1. Hi, you can find some general information about the whitening transformation here: http://en.wikipedia.org/wiki/Whitening_transformation

Usually, when you have a data matrix, you use whitening in order to have unit variance across all the samples. This operation could improve the result of the k-means algorithm.

9. Thank you very much for your post, it's very helpful. Here, your dataset has two variables that you partition into 2 and then 3 clusters, so it makes sense to plot the k-means clusters like this, with 1 variable on X-axis and one on the Y-axis. but what about if your dataset has more dimensions? Do you have any suggestions about ways to look at the output under these circumstances?

Thanks,

SS

1. Hi, if you have more than two variables and you need to visualize your data in a 2D space, you need a dimensionality reduction method. Here's an example on how to use Isomap: http://glowingpython.blogspot.co.uk/2012/05/manifold-learning-on-handwritten-digits.html

2. Interesting, I'll check it out. Thanks for the speedy response!
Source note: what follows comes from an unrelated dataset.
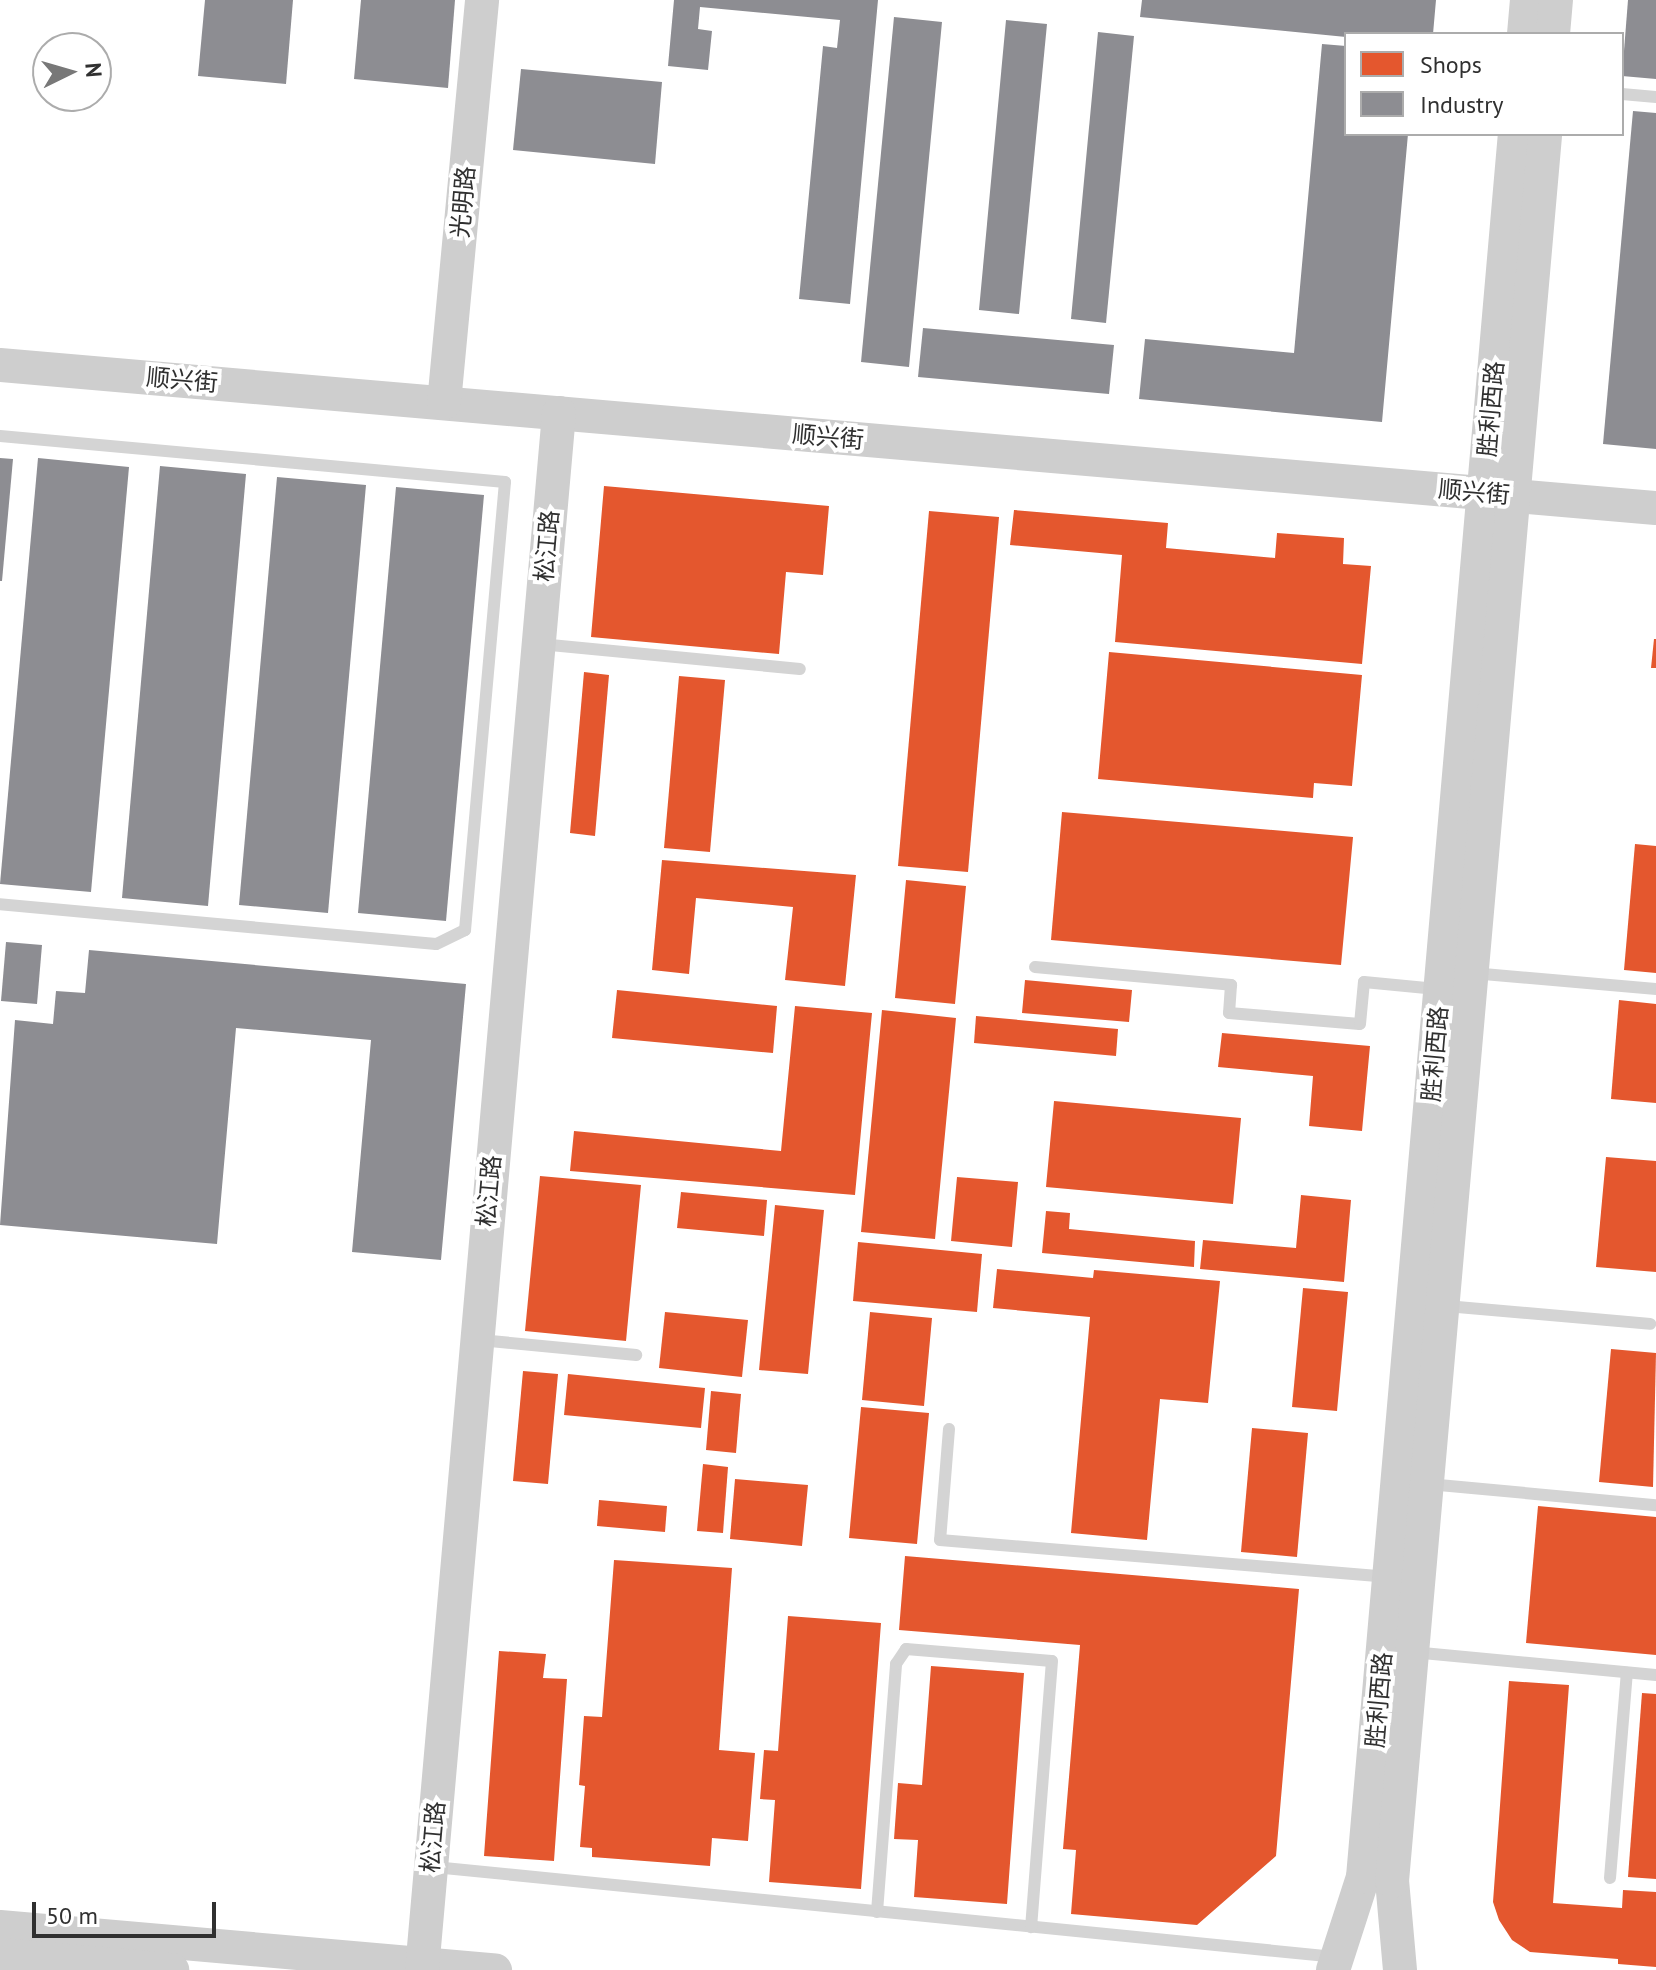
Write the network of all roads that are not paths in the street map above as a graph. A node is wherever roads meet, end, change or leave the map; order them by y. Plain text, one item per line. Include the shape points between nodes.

10. This comment has been removed by the author.

11. This post has been very helpful. Thank you very much

12. If I would like say 100 clusters from k-means, too many to do the plotting by hand as you have in this example, how would you visualise/plot the results from the clustering?

1. You have to defined a list with a color for each cluster and plot each cluster separately with a for loop choosing the appropriate color each time.

13. Great post.

Do you know of anything similar that can find clusters in 3D space? For example, I have a set of particles each with x, y, z co-ordinates. How would I go about finding clusters (of various densities) in such a dataset?

Any thoughts or ideas?

1. kmeans works in 3D spaces. You just have to modify the input matrix.

2. Fantastic. Will investigate it further. Thanks.

14. Nice demonstration. But can you tell me how to use this scipy.cluster.vq module to generate codebook for an array of mfcc feature vectors. I've extracted the MFCC feature vectors (13 coefficients) ...now i wish to use vq to perform pattern matching stuff. any idea ?

1. Of course, you could cluster your MFCC vectors in order to find similarities in some parts of your signal. But the applications that you can realize are related to the kind of signal you have (speech, music, ...).

15. This comment has been removed by a blog administrator.

16. Hi I have a problem using k-mean clustering with scipy.

I have a set of data as x-axis and y-axis

[[-0.0365, 0.0121],
[ 0.0623, -0.0019],
[ 0.0352, -0.0007],
[ 0.0609, -0.0096]]

If i use the k-mean function from matlab it clusters it properly(i mean as it is expected) i.e 1st row and last row comes under one cluster and middle two rows comes under one cluster.

But, when i use scipy as it is told in this blog, results are not as expected i.e 1st row comes under one cluster and last 3 rows comes under another cluster. Can any one pls tell me why is it so?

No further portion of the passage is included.